With Unilever looking to shed its ice cream business, Ben & Jerry’s founders are reportedly exploring ways to buy back their namesake company.
Meanwhile, outside competition is also heating up in the space.
Nestle’s Froneri, a joint venture founded in 2016 between the food giant and a private equity firm, is catching up fast. Since acquiring Häagen-Dazs for $4 billion and expanding into the US, Froneri has more than doubled its revenue, from €2.6 billion in 2019 to €5.3 billion in 2023, its annual reports show. In 2019, Froneri was less than half the size of Unilever’s ice cream business. Now, it’s closing in, generating more than two-thirds of Unilever’s revenue.
Smaller scoop
Even with the challenges ahead, Unilever’s new spin-off may still be able to carve out a sweet spot.

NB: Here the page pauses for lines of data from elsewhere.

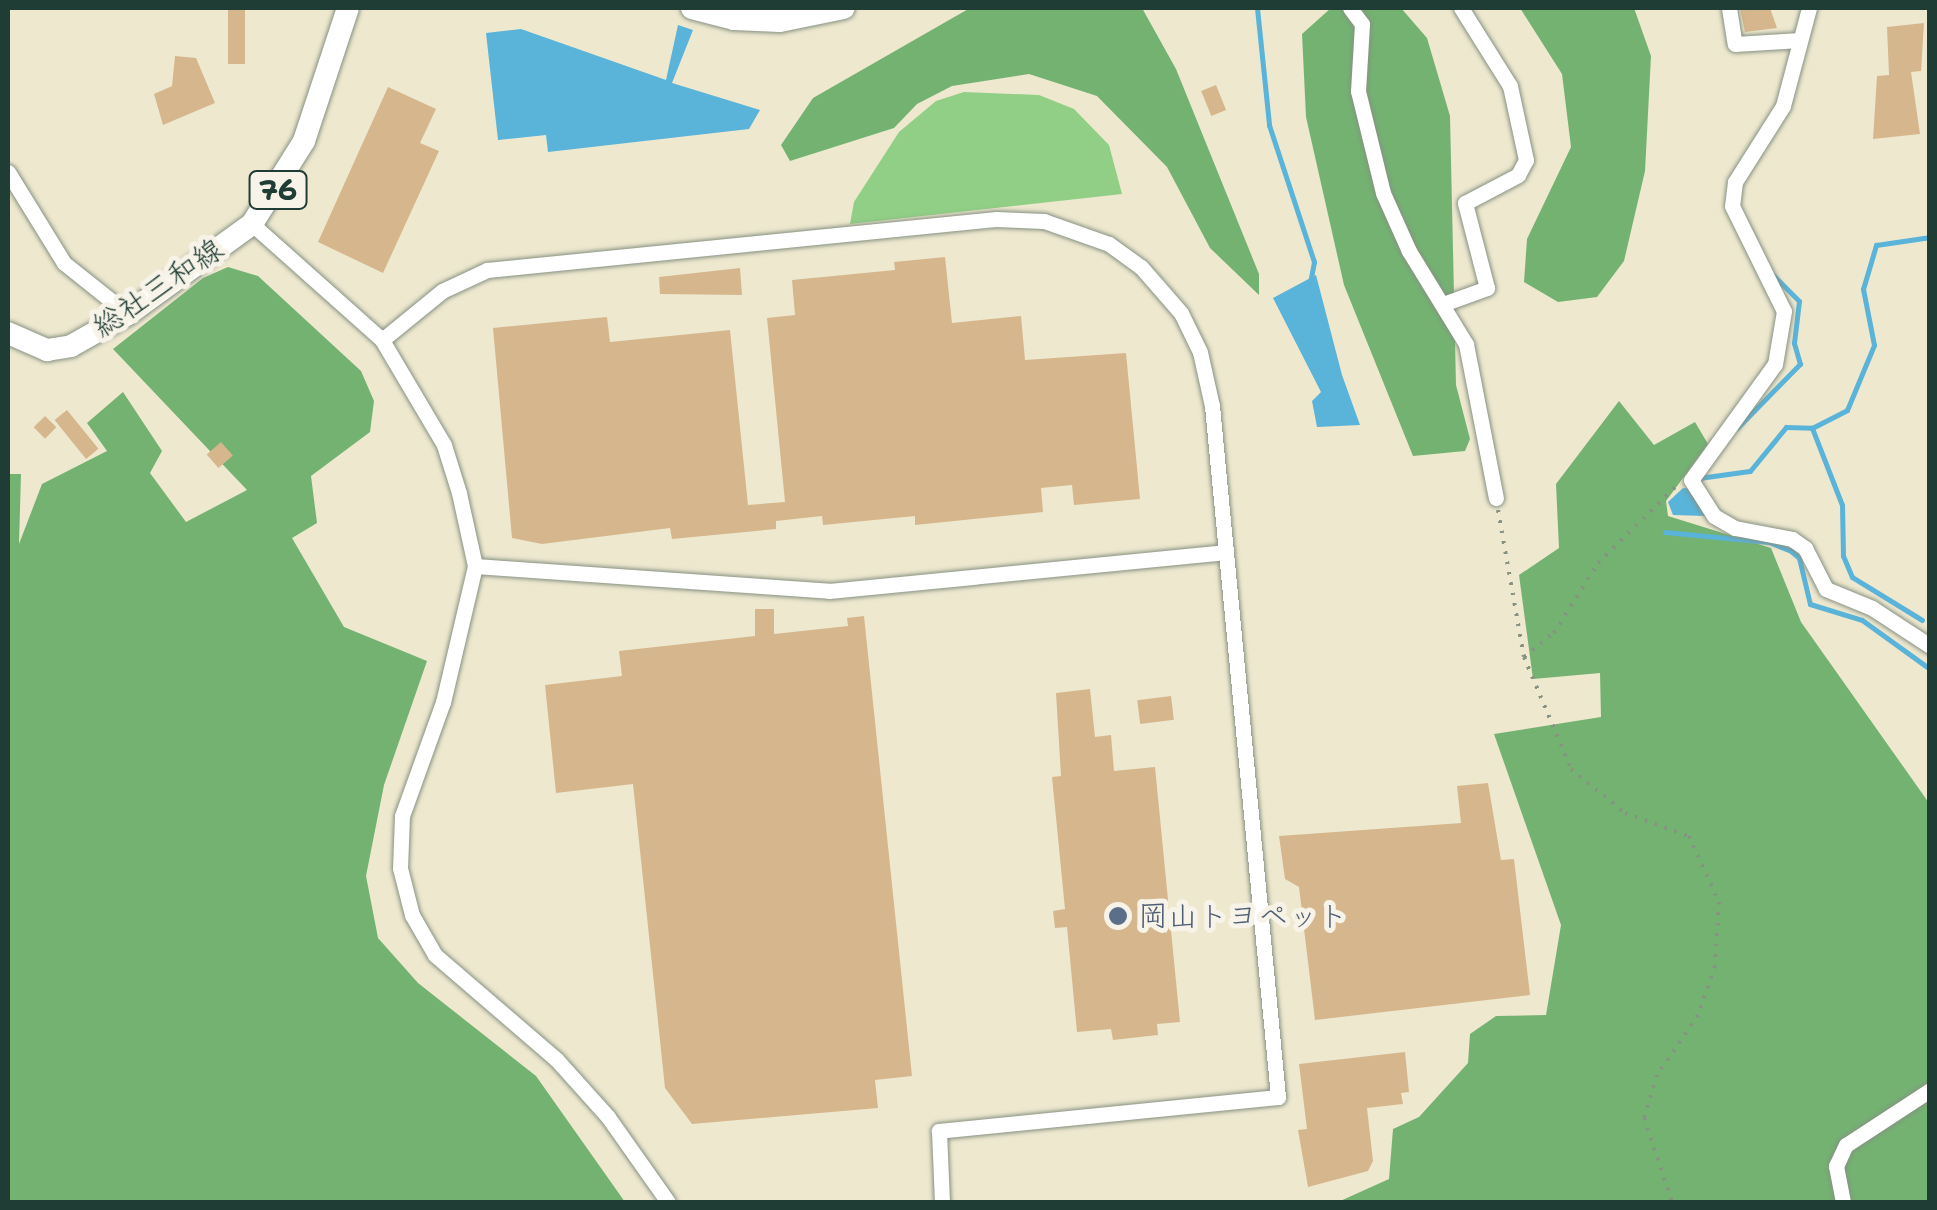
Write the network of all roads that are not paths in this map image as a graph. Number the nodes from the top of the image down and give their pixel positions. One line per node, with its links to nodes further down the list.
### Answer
1 (348, 8): 10 (main road, 総社三和線 / 76)
2 (692, 8): 3 (main road)
3 (844, 8)
4 (1350, 8): 11 (street)
5 (1461, 8): 11 (street)
6 (1729, 8): 8 (street)
7 (1810, 8): 8 (street)
8 (1800, 40): 19 (street)
9 (8, 172): 12 (street)
10 (252, 224): 12 (main road, 総社三和線 / 76); 14 (street)
11 (1444, 304): 15 (street)
12 (128, 314): 13 (main road, 総社三和線 / 76)
13 (8, 333)
14 (382, 340): 16 (street); 17 (street)
15 (1496, 498)
16 (1224, 552): 17 (street); 22 (street)
17 (475, 566): 21 (street)
18 (1930, 623): 19 (street)
19 (1923, 641)
20 (1930, 1090): 23 (street)
21 (668, 1202)
22 (942, 1202)
23 (1843, 1202)

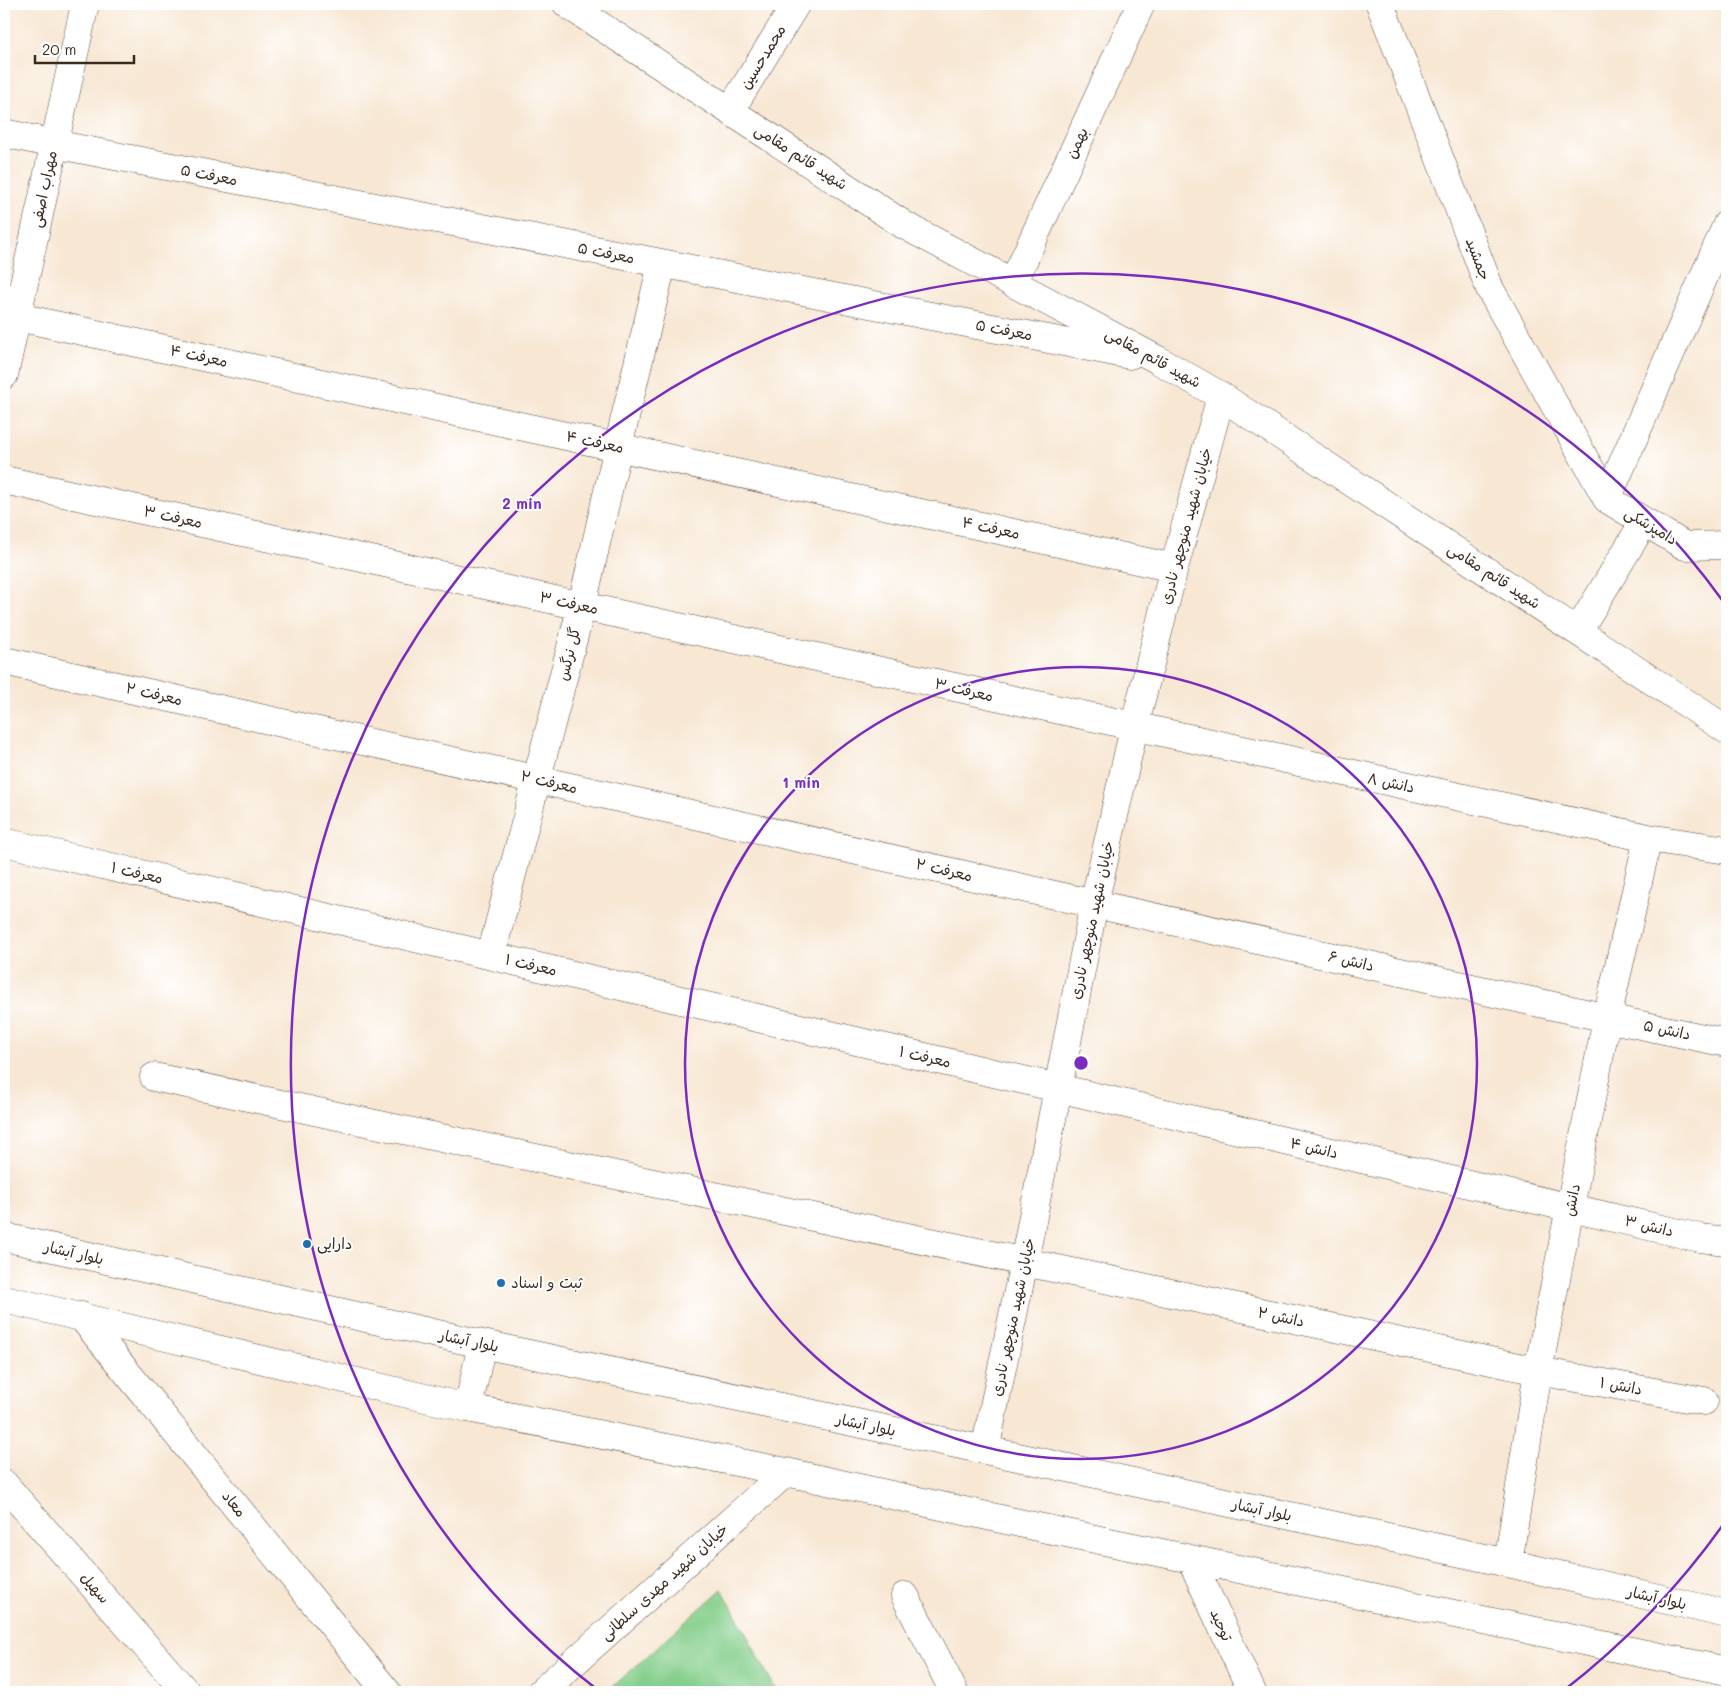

One major trend working in its favor is the continued rise of small-portion snacking habits. According to Nielsen, sales of bite-sized snacks jumped 14% year over year in Europe in 2023, and a 2022 study by market research firm Mintel found that 62% of US ice cream consumers “would rather eat a small amount of indulgent ice cream than more low-cal ice cream.”
Unilever has already tapped into this space, launching mini-sized ice creams last fall, which helped reverse nearly two years of volume declines in the past two quarters.
If anything can hold its ground against the weight-loss drug craze, the ice cream behemoth seems to think this is it. As then CFO (now CEO) Fernando Fernandez said at November’s investor event, referring to Magnum’s new micro-bite treats: “There is no Ozempic that can stop that one, I can promise you. I have become addicted.”